ASSIGNED TASK –
Print all the data that follows exactly, images excluded.
*** RECORDS FOR THIS TASK ***
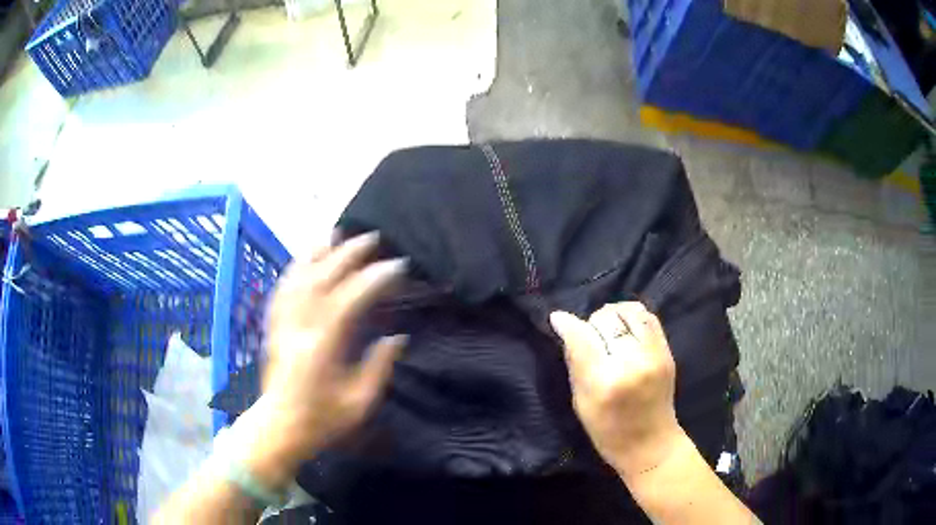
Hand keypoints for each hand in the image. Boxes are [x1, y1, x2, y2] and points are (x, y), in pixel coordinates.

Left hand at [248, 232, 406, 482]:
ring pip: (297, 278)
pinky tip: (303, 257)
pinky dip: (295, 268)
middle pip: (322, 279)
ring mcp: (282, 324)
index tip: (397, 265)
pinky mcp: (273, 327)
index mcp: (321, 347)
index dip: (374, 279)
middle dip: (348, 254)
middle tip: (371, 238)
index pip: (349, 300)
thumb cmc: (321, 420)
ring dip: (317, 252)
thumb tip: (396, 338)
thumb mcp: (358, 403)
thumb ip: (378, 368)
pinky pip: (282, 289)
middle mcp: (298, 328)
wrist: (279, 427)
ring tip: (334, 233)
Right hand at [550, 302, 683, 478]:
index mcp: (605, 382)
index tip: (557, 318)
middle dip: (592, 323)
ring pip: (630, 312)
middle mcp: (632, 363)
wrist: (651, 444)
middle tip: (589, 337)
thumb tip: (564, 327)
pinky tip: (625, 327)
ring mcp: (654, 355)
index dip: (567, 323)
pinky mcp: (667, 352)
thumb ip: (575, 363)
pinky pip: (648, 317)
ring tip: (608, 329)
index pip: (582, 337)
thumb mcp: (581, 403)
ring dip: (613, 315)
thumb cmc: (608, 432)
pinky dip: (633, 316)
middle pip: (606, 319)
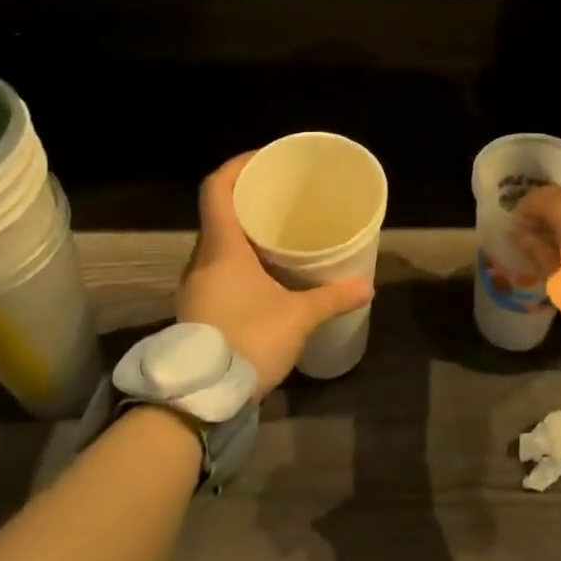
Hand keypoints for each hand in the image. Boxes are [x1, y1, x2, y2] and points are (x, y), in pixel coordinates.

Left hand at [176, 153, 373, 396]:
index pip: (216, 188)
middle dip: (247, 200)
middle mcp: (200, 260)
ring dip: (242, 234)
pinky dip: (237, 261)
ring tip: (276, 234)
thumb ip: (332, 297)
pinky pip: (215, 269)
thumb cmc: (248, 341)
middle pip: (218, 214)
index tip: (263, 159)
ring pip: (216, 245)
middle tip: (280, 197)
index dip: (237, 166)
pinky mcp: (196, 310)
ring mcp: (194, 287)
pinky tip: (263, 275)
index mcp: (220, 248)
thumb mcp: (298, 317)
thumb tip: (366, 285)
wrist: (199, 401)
*** End of RECORDS FOR THIS TASK ***
WRITTEN RESPONSE –
Hand keypoints for each hand in the image. Boxes are [x1, y1, x2, y2] and points are (x, y), in pixel coordinates.

Left hand at [248, 232, 406, 482]:
ring pip: (297, 278)
pinky tip: (303, 257)
pinky dip: (295, 268)
middle pip: (322, 279)
ring mcp: (282, 324)
index tip: (397, 265)
pinky mcp: (273, 327)
index mcp: (321, 347)
index dip: (374, 279)
middle dip: (348, 254)
middle tip: (371, 238)
index pip: (349, 300)
thumb cmc: (321, 420)
ring dip: (317, 252)
thumb tip: (396, 338)
thumb mcp: (358, 403)
thumb ip: (378, 368)
pinky pip: (282, 289)
middle mcp: (298, 328)
wrist: (279, 427)
ring tip: (334, 233)
Right hand at [550, 302, 683, 478]:
index mcp: (605, 382)
index tip: (557, 318)
middle dip: (592, 323)
ring pip: (630, 312)
middle mcp: (632, 363)
wrist: (651, 444)
middle tip: (589, 337)
thumb tip: (564, 327)
pinky tip: (625, 327)
ring mcp: (654, 355)
index dip: (567, 323)
pinky mcp: (667, 352)
thumb ip: (575, 363)
pinky pip: (648, 317)
ring tip: (608, 329)
index pip: (582, 337)
thumb mcp: (581, 403)
ring dip: (613, 315)
thumb cmc: (608, 432)
pinky dip: (633, 316)
middle pip: (606, 319)
Hand keypoints for each hand in the image. Boxes are [x1, y1, x2, y2] and points are (x, y), in pixel coordinates.

Left hand at [176, 153, 373, 396]:
index pip: (216, 188)
middle dip: (247, 200)
middle mcp: (200, 260)
ring dip: (242, 234)
pinky dip: (237, 261)
ring tip: (276, 234)
thumb ip: (332, 297)
pinky pip: (215, 269)
thumb cmc: (248, 341)
middle pip: (218, 214)
index tip: (263, 159)
ring pip: (216, 245)
middle tip: (280, 197)
index dip: (237, 166)
pinky mcp: (196, 310)
ring mcp: (194, 287)
pinky tip: (263, 275)
index mcp: (220, 248)
thumb mcp: (298, 317)
thumb tip: (366, 285)
wrist: (199, 401)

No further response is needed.